Organic Food at Colleges

Nearly 53 percent of Americans ages 18 to 29 seek out organic foods, according to a 2014 Gallup Poll. If you’re one of these people (or you want to be), you may know that the multi-billion dollar organic food market continues to grow each year. And college dining halls and cafeterias are taking notice.

Many colleges offer organic food options. Here’s a sampling of just a few of the campuses that provide organic and sustainable foods.

College of the Atlantic (ME): According to this college’s Dining Services Web page, its “kitchen emphasizes the use of local, organic ingredients.” The college uses meat that is humanely raised and seafood from sustainable sources. The college dining services uses some organic produce from the Beech Hill Farm’s Farm Stand. The farm is run by a collaboration of students, faculty and farm managers.

Duke University (NC): The Blue Devils’ dining services says it “has a strong reputation for high quality dining services, which includes a commitment to sustainability.” Many of the dining locales on campus include organic ingredients.

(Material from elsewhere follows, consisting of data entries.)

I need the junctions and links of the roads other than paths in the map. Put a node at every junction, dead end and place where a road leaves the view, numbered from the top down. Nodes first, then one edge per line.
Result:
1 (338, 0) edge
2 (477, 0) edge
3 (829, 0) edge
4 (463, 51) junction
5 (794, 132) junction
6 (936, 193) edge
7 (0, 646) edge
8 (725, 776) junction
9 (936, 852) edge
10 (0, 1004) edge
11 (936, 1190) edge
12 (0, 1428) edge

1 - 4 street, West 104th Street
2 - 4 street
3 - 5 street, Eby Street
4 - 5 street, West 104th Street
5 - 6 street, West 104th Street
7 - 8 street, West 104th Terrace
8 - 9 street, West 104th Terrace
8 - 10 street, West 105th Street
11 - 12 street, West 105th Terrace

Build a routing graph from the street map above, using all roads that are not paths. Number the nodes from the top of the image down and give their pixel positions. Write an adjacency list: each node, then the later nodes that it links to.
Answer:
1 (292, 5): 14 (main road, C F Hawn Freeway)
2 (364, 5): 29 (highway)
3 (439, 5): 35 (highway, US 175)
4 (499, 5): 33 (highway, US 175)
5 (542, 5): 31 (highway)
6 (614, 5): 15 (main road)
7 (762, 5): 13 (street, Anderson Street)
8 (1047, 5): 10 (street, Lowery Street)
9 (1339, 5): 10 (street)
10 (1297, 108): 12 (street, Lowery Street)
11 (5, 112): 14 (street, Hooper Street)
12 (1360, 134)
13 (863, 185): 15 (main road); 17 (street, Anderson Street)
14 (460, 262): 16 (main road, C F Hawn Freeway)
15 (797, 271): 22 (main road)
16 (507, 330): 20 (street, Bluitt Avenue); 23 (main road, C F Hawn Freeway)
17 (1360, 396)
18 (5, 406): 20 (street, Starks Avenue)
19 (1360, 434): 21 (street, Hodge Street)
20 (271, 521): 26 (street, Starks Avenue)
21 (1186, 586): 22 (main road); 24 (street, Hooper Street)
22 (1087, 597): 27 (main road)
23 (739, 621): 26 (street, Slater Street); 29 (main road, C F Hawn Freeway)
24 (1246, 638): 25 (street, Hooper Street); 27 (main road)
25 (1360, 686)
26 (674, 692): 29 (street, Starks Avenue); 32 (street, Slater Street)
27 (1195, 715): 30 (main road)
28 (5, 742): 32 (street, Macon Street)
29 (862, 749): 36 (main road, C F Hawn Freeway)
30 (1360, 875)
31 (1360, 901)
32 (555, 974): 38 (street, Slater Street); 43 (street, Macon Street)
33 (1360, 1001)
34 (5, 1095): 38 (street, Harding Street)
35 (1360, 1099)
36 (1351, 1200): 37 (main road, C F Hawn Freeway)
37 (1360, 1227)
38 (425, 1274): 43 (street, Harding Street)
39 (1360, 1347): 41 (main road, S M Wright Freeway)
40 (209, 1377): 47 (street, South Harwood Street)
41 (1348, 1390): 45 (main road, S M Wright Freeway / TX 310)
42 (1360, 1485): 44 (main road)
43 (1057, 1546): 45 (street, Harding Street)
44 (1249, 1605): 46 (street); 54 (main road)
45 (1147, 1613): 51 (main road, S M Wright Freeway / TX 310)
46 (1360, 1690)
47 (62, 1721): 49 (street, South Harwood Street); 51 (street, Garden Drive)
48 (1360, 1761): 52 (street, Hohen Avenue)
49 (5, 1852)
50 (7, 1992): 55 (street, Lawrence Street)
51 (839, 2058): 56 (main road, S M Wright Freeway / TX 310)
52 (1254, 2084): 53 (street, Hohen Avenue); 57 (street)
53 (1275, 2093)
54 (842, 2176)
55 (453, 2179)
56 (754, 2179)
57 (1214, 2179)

Evergreen State University (WA): About 30 percent of the dining center food at this college is from local sources or is organic. Poultry and beef come from local vendors that raise the animals without antibiotics or added hormones. The college’s juice vendor—Columbia Gorge Organic Juice—offers several varieties of juice made with organic fruit. There’s also a certified organic farm on campus.

Middlebury College (VT): Students at Middlebury run the Middlebury College Organic Farm. Some of the produce grown on this farm are used in the college’s dining centers. The college’s dining services uses a much local produce as it can, such as locally grown fruits and vegetables, maple syrup and dairy products.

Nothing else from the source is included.